* Your task: Each line of the listing that includes "joint" should be reported.

___ Data for this task ___

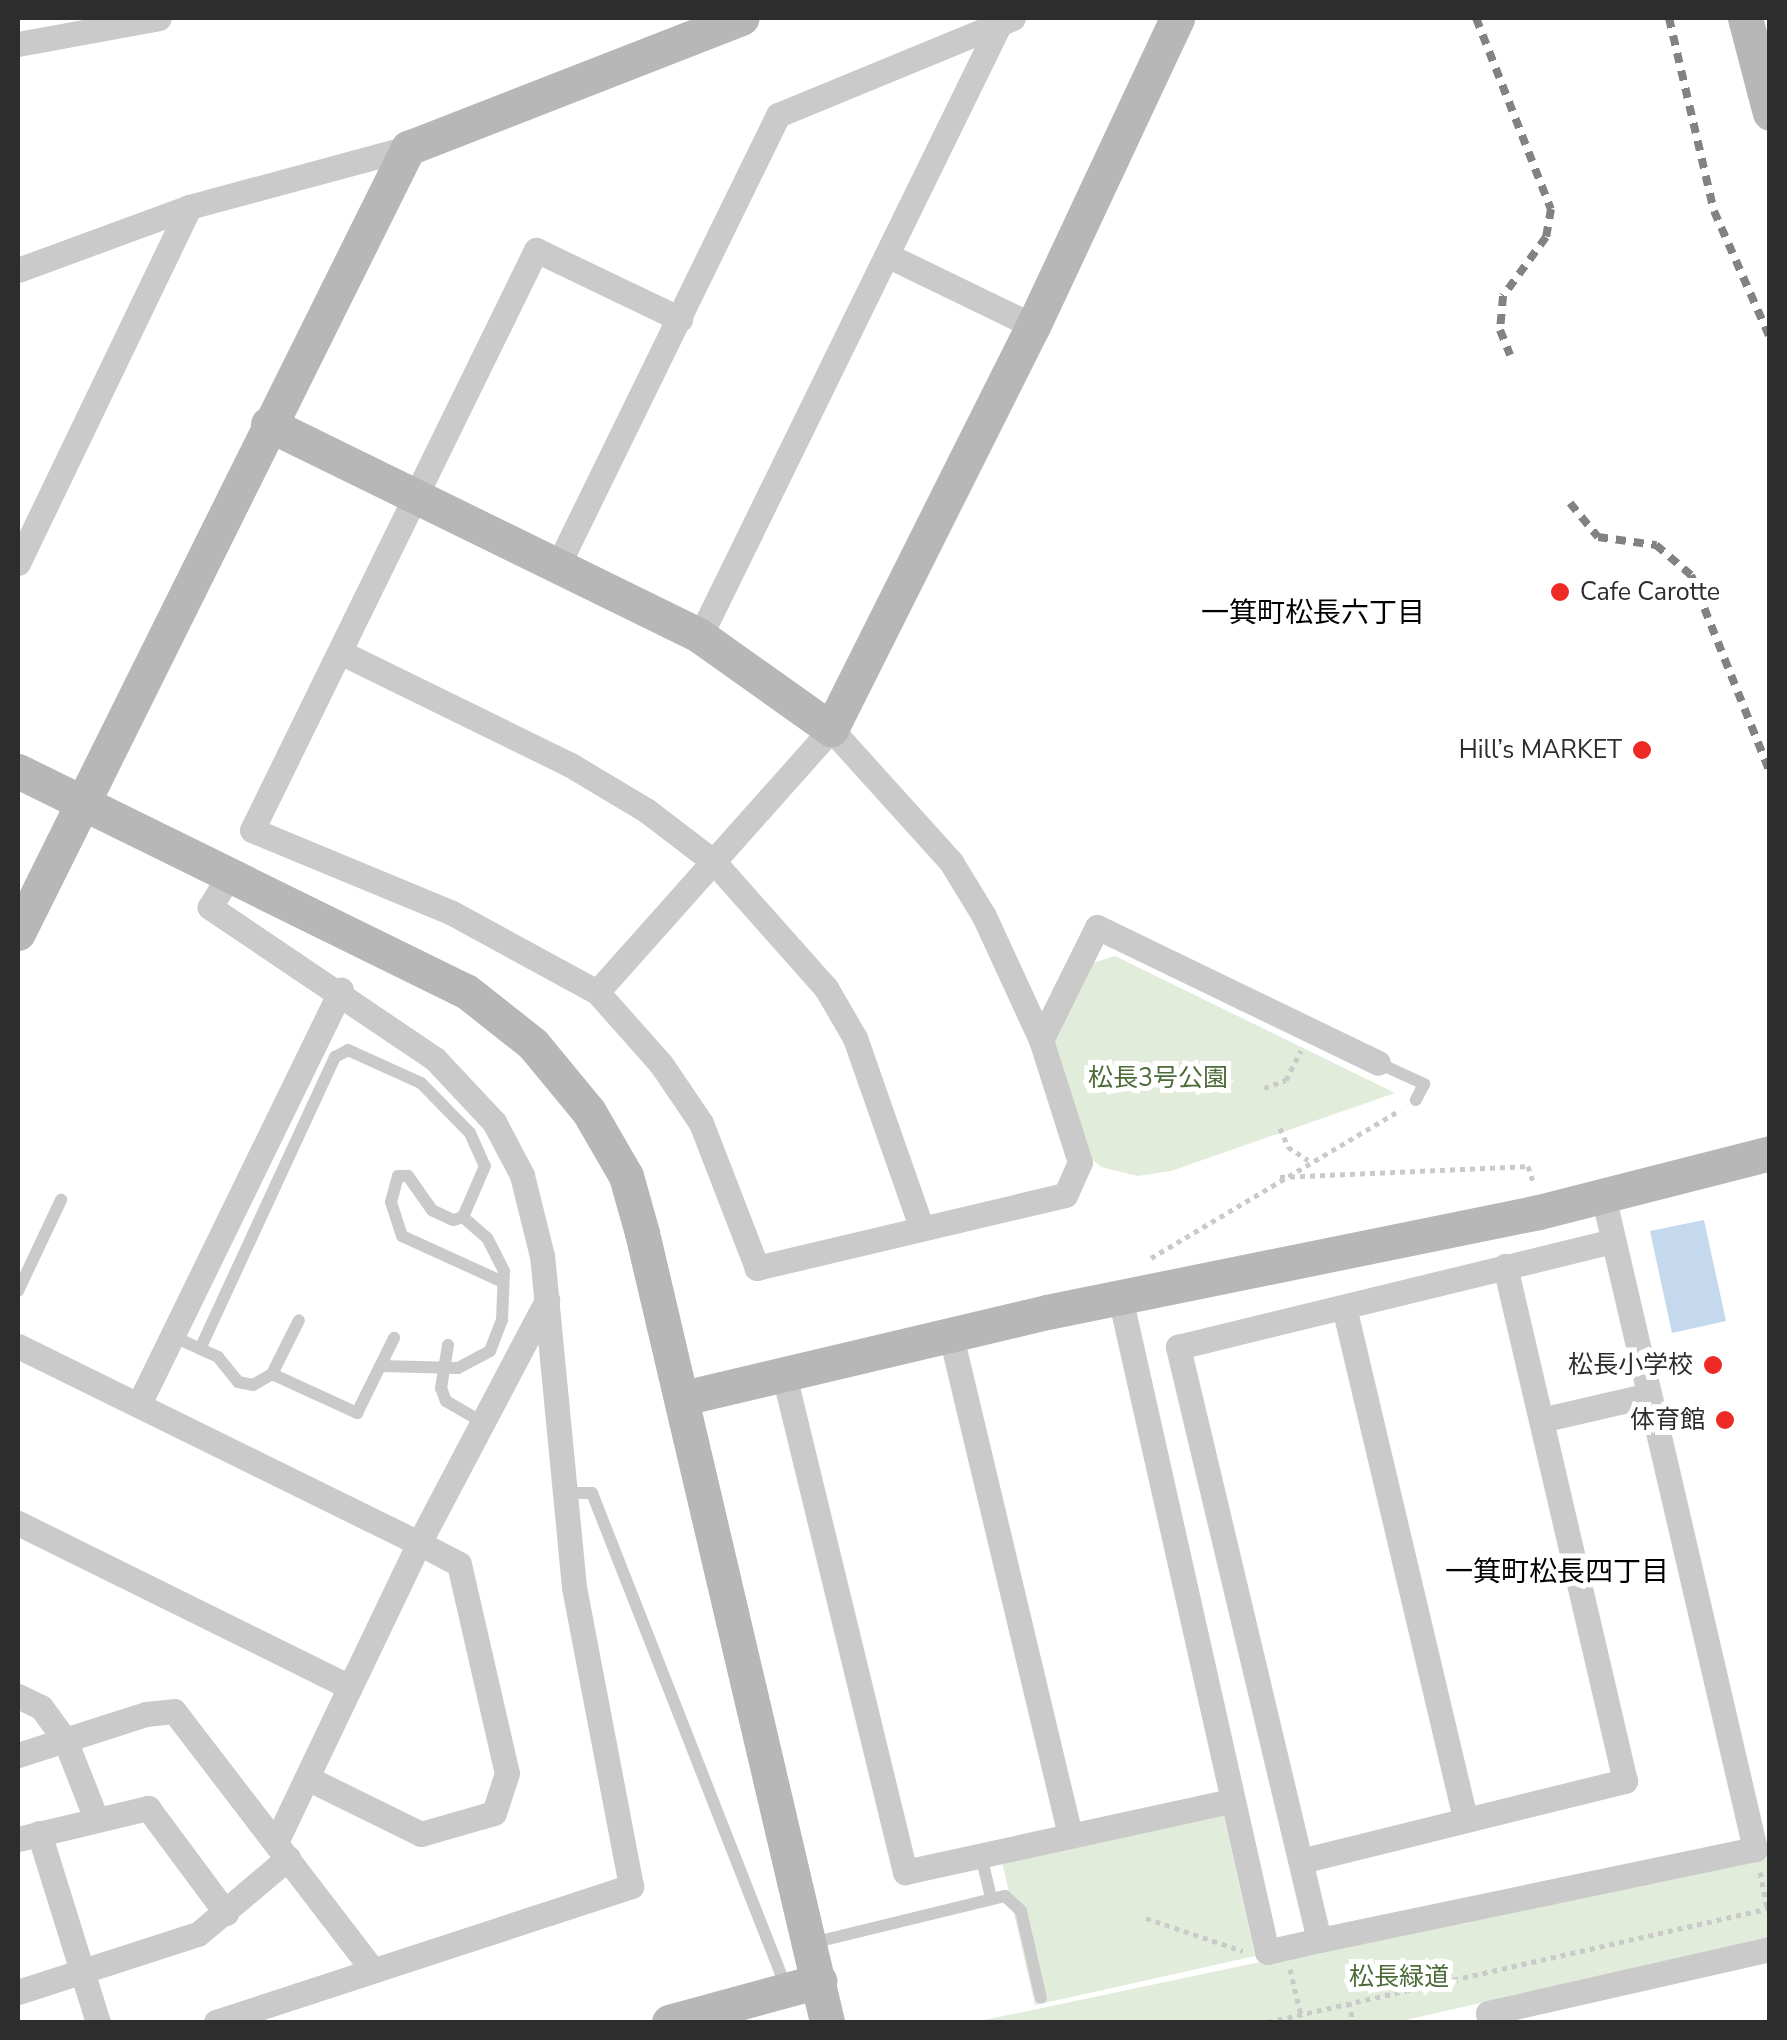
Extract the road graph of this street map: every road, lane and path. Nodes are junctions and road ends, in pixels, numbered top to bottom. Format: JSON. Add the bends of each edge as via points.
{"nodes":[{"id":1,"x":159,"y":18,"type":"edge"},
{"id":2,"x":742,"y":18,"type":"edge"},
{"id":3,"x":1176,"y":18,"type":"edge"},
{"id":4,"x":1745,"y":18,"type":"edge"},
{"id":5,"x":1007,"y":19,"type":"edge"},
{"id":6,"x":18,"y":44,"type":"edge"},
{"id":7,"x":1770,"y":113,"type":"edge"},
{"id":8,"x":408,"y":148,"type":"junction"},
{"id":9,"x":190,"y":207,"type":"junction"},
{"id":10,"x":890,"y":257,"type":"junction"},
{"id":11,"x":18,"y":270,"type":"edge"},
{"id":12,"x":680,"y":319,"type":"junction"},
{"id":13,"x":1032,"y":326,"type":"junction"},
{"id":14,"x":268,"y":424,"type":"junction"},
{"id":15,"x":418,"y":496,"type":"junction"},
{"id":16,"x":18,"y":563,"type":"edge"},
{"id":17,"x":558,"y":565,"type":"junction"},
{"id":18,"x":700,"y":636,"type":"junction"},
{"id":19,"x":340,"y":652,"type":"junction"},
{"id":20,"x":831,"y":729,"type":"junction"},
{"id":21,"x":18,"y":771,"type":"edge"},
{"id":22,"x":84,"y":802,"type":"junction"},
{"id":23,"x":714,"y":862,"type":"junction"},
{"id":24,"x":229,"y":875,"type":"junction"},
{"id":25,"x":18,"y":933,"type":"edge"},
{"id":26,"x":341,"y":990,"type":"junction"},
{"id":27,"x":598,"y":992,"type":"junction"},
{"id":28,"x":1311,"y":1031,"type":"junction"},
{"id":29,"x":1041,"y":1040,"type":"junction"},
{"id":30,"x":1378,"y":1063,"type":"joint"},
{"id":31,"x":1264,"y":1088,"type":"dead end"},
{"id":32,"x":1416,"y":1100,"type":"joint"},
{"id":33,"x":1280,"y":1128,"type":"dead end"},
{"id":34,"x":1770,"y":1153,"type":"edge"},
{"id":35,"x":1308,"y":1160,"type":"junction"},
{"id":36,"x":1277,"y":1178,"type":"junction"},
{"id":37,"x":1602,"y":1192,"type":"junction"},
{"id":38,"x":1536,"y":1194,"type":"dead end"},
{"id":39,"x":62,"y":1200,"type":"dead end"},
{"id":40,"x":464,"y":1217,"type":"junction"},
{"id":41,"x":922,"y":1229,"type":"junction"},
{"id":42,"x":1613,"y":1241,"type":"junction"},
{"id":43,"x":1504,"y":1266,"type":"junction"},
{"id":44,"x":503,"y":1282,"type":"junction"},
{"id":45,"x":1127,"y":1283,"type":"junction"},
{"id":46,"x":18,"y":1291,"type":"edge"},
{"id":47,"x":546,"y":1300,"type":"junction"},
{"id":48,"x":1344,"y":1307,"type":"junction"},
{"id":49,"x":298,"y":1320,"type":"dead end"},
{"id":50,"x":172,"y":1336,"type":"junction"},
{"id":51,"x":952,"y":1336,"type":"junction"},
{"id":52,"x":394,"y":1338,"type":"dead end"},
{"id":53,"x":448,"y":1345,"type":"dead end"},
{"id":54,"x":18,"y":1346,"type":"edge"},
{"id":55,"x":200,"y":1349,"type":"junction"},
{"id":56,"x":380,"y":1366,"type":"junction"},
{"id":57,"x":442,"y":1367,"type":"junction"},
{"id":58,"x":272,"y":1374,"type":"junction"},
{"id":59,"x":784,"y":1375,"type":"junction"},
{"id":60,"x":1649,"y":1395,"type":"junction"},
{"id":61,"x":683,"y":1398,"type":"junction"},
{"id":62,"x":139,"y":1404,"type":"junction"},
{"id":63,"x":1541,"y":1420,"type":"junction"},
{"id":64,"x":482,"y":1422,"type":"junction"},
{"id":65,"x":566,"y":1494,"type":"junction"},
{"id":66,"x":18,"y":1523,"type":"edge"},
{"id":67,"x":418,"y":1543,"type":"junction"},
{"id":68,"x":350,"y":1687,"type":"junction"},
{"id":69,"x":18,"y":1696,"type":"edge"},
{"id":70,"x":65,"y":1740,"type":"junction"},
{"id":71,"x":18,"y":1755,"type":"edge"},
{"id":72,"x":307,"y":1778,"type":"junction"},
{"id":73,"x":1232,"y":1800,"type":"junction"},
{"id":74,"x":95,"y":1816,"type":"junction"},
{"id":75,"x":1465,"y":1818,"type":"junction"},
{"id":76,"x":1070,"y":1835,"type":"junction"},
{"id":77,"x":28,"y":1836,"type":"edge"},
{"id":78,"x":1755,"y":1849,"type":"junction"},
{"id":79,"x":282,"y":1850,"type":"junction"},
{"id":80,"x":981,"y":1855,"type":"junction"},
{"id":81,"x":1301,"y":1860,"type":"junction"},
{"id":82,"x":990,"y":1898,"type":"junction"},
{"id":83,"x":1768,"y":1908,"type":"edge"},
{"id":84,"x":226,"y":1912,"type":"junction"},
{"id":85,"x":1146,"y":1918,"type":"dead end"},
{"id":86,"x":1319,"y":1940,"type":"junction"},
{"id":87,"x":810,"y":1944,"type":"junction"},
{"id":88,"x":1770,"y":1949,"type":"edge"},
{"id":89,"x":1276,"y":1950,"type":"junction"},
{"id":90,"x":372,"y":1968,"type":"junction"},
{"id":91,"x":80,"y":1972,"type":"junction"},
{"id":92,"x":1481,"y":1974,"type":"junction"},
{"id":93,"x":803,"y":1985,"type":"junction"},
{"id":94,"x":18,"y":1992,"type":"edge"},
{"id":95,"x":1484,"y":1992,"type":"dead end"},
{"id":96,"x":1041,"y":1998,"type":"dead end"},
{"id":97,"x":1350,"y":2002,"type":"junction"},
{"id":98,"x":1301,"y":2014,"type":"junction"},
{"id":99,"x":98,"y":2022,"type":"edge"},
{"id":100,"x":216,"y":2022,"type":"edge"},
{"id":101,"x":669,"y":2022,"type":"edge"},
{"id":102,"x":827,"y":2022,"type":"edge"},
{"id":103,"x":1268,"y":2022,"type":"edge"},
{"id":104,"x":1278,"y":2022,"type":"edge"},
{"id":105,"x":1353,"y":2022,"type":"edge"},
{"id":106,"x":1490,"y":2022,"type":"edge"}],
"edges":[{"from":1,"to":6,"type":"street"},
{"from":2,"to":8,"type":"street"},
{"from":3,"to":13,"type":"street"},
{"from":4,"to":7,"type":"street"},
{"from":5,"to":10,"type":"street"},
{"from":5,"to":12,"type":"street","via":[[778,115]]},
{"from":8,"to":9,"type":"street"},
{"from":8,"to":14,"type":"street"},
{"from":9,"to":11,"type":"street"},
{"from":9,"to":16,"type":"street"},
{"from":10,"to":13,"type":"street"},
{"from":10,"to":18,"type":"street"},
{"from":12,"to":15,"type":"street","via":[[536,250]]},
{"from":12,"to":17,"type":"street"},
{"from":13,"to":20,"type":"street"},
{"from":14,"to":15,"type":"street"},
{"from":14,"to":22,"type":"street"},
{"from":15,"to":17,"type":"street"},
{"from":15,"to":19,"type":"street"},
{"from":17,"to":18,"type":"street"},
{"from":18,"to":20,"type":"street"},
{"from":19,"to":23,"type":"street","via":[[568,764],[646,810]]},
{"from":19,"to":27,"type":"street","via":[[252,830],[450,912]]},
{"from":20,"to":23,"type":"street"},
{"from":20,"to":29,"type":"street","via":[[951,862],[984,916]]},
{"from":21,"to":22,"type":"street"},
{"from":22,"to":24,"type":"street"},
{"from":22,"to":25,"type":"street"},
{"from":23,"to":27,"type":"street"},
{"from":23,"to":41,"type":"street","via":[[826,988],[878,1091]]},
{"from":24,"to":26,"type":"street","via":[[210,908]]},
{"from":24,"to":61,"type":"street","via":[[466,991],[534,1044],[588,1112],[626,1176]]},
{"from":26,"to":47,"type":"street","via":[[435,1058],[494,1122],[536,1212]]},
{"from":26,"to":50,"type":"street"},
{"from":27,"to":41,"type":"street","via":[[661,1064],[701,1123],[757,1268]]},
{"from":28,"to":29,"type":"street","via":[[1097,928]]},
{"from":28,"to":30,"type":"street"},
{"from":28,"to":31,"type":"path","via":[[1286,1080]]},
{"from":29,"to":41,"type":"street","via":[[1080,1162],[1065,1195]]},
{"from":30,"to":32,"type":"lane","via":[[1424,1084]]},
{"from":32,"to":35,"type":"path"},
{"from":33,"to":35,"type":"path","via":[[1288,1148]]},
{"from":34,"to":37,"type":"street"},
{"from":35,"to":36,"type":"path"},
{"from":36,"to":38,"type":"path","via":[[1528,1166]]},
{"from":36,"to":45,"type":"path"},
{"from":37,"to":42,"type":"street"},
{"from":37,"to":45,"type":"street","via":[[1539,1212]]},
{"from":39,"to":46,"type":"lane"},
{"from":40,"to":44,"type":"lane","via":[[500,1257]]},
{"from":40,"to":44,"type":"lane","via":[[432,1210],[408,1176],[392,1184],[402,1236]]},
{"from":40,"to":55,"type":"lane","via":[[484,1166],[470,1133],[421,1083],[348,1050],[335,1057]]},
{"from":42,"to":43,"type":"street"},
{"from":42,"to":60,"type":"street"},
{"from":43,"to":48,"type":"street"},
{"from":43,"to":63,"type":"street"},
{"from":44,"to":57,"type":"lane","via":[[502,1320],[490,1352],[479,1361]]},
{"from":45,"to":51,"type":"street"},
{"from":45,"to":73,"type":"street"},
{"from":47,"to":64,"type":"street"},
{"from":47,"to":65,"type":"street"},
{"from":48,"to":75,"type":"street"},
{"from":48,"to":81,"type":"street","via":[[1178,1347]]},
{"from":49,"to":58,"type":"lane"},
{"from":50,"to":55,"type":"lane"},
{"from":50,"to":62,"type":"street"},
{"from":51,"to":59,"type":"street"},
{"from":51,"to":76,"type":"street"},
{"from":52,"to":56,"type":"lane"},
{"from":53,"to":57,"type":"lane"},
{"from":54,"to":62,"type":"street"},
{"from":55,"to":58,"type":"lane","via":[[218,1356],[238,1382],[254,1385]]},
{"from":56,"to":57,"type":"lane"},
{"from":56,"to":58,"type":"lane","via":[[356,1413]]},
{"from":57,"to":64,"type":"lane","via":[[446,1401]]},
{"from":59,"to":61,"type":"street"},
{"from":59,"to":80,"type":"street","via":[[905,1872]]},
{"from":60,"to":63,"type":"street"},
{"from":60,"to":78,"type":"street"},
{"from":61,"to":87,"type":"street"},
{"from":62,"to":67,"type":"street"},
{"from":63,"to":75,"type":"street","via":[[1626,1780]]},
{"from":64,"to":67,"type":"street"},
{"from":65,"to":90,"type":"street","via":[[574,1588],[632,1886]]},
{"from":65,"to":93,"type":"lane","via":[[592,1493]]},
{"from":66,"to":68,"type":"street"},
{"from":67,"to":68,"type":"street"},
{"from":67,"to":72,"type":"street","via":[[459,1564],[508,1773],[502,1799],[494,1813],[421,1834]]},
{"from":68,"to":72,"type":"street"},
{"from":69,"to":70,"type":"street","via":[[41,1707]]},
{"from":70,"to":71,"type":"street"},
{"from":70,"to":74,"type":"street"},
{"from":70,"to":79,"type":"street","via":[[174,1711]]},
{"from":72,"to":79,"type":"street"},
{"from":73,"to":76,"type":"street"},
{"from":73,"to":89,"type":"street"},
{"from":74,"to":77,"type":"street"},
{"from":74,"to":84,"type":"street","via":[[148,1808]]},
{"from":75,"to":81,"type":"street"},
{"from":76,"to":80,"type":"street"},
{"from":77,"to":91,"type":"street"},
{"from":78,"to":83,"type":"path"},
{"from":78,"to":86,"type":"street"},
{"from":79,"to":84,"type":"street"},
{"from":79,"to":90,"type":"street"},
{"from":80,"to":82,"type":"lane"},
{"from":81,"to":86,"type":"street"},
{"from":82,"to":87,"type":"lane"},
{"from":82,"to":96,"type":"lane","via":[[1005,1896],[1021,1911]]},
{"from":83,"to":92,"type":"path"},
{"from":84,"to":91,"type":"street","via":[[198,1934]]},
{"from":85,"to":89,"type":"path","via":[[1248,1952]]},
{"from":86,"to":89,"type":"street"},
{"from":87,"to":93,"type":"street"},
{"from":88,"to":106,"type":"street","via":[[1488,2013]]},
{"from":89,"to":98,"type":"path"},
{"from":90,"to":100,"type":"street"},
{"from":91,"to":94,"type":"street"},
{"from":91,"to":99,"type":"street"},
{"from":92,"to":95,"type":"path"},
{"from":92,"to":97,"type":"path"},
{"from":93,"to":101,"type":"street"},
{"from":93,"to":102,"type":"street"},
{"from":97,"to":98,"type":"path"},
{"from":97,"to":105,"type":"path"},
{"from":98,"to":104,"type":"path"},
{"from":103,"to":104,"type":"path"}]}
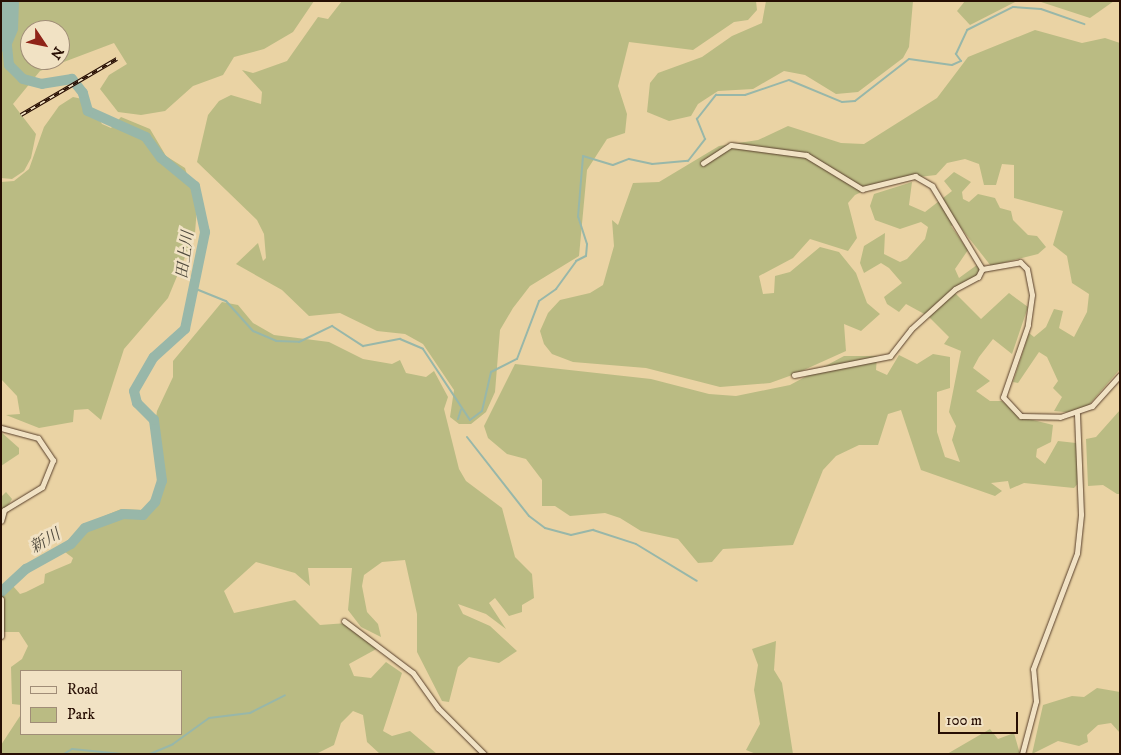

___

* Task answer:
{"id":30,"x":1378,"y":1063,"type":"joint"},
{"id":32,"x":1416,"y":1100,"type":"joint"},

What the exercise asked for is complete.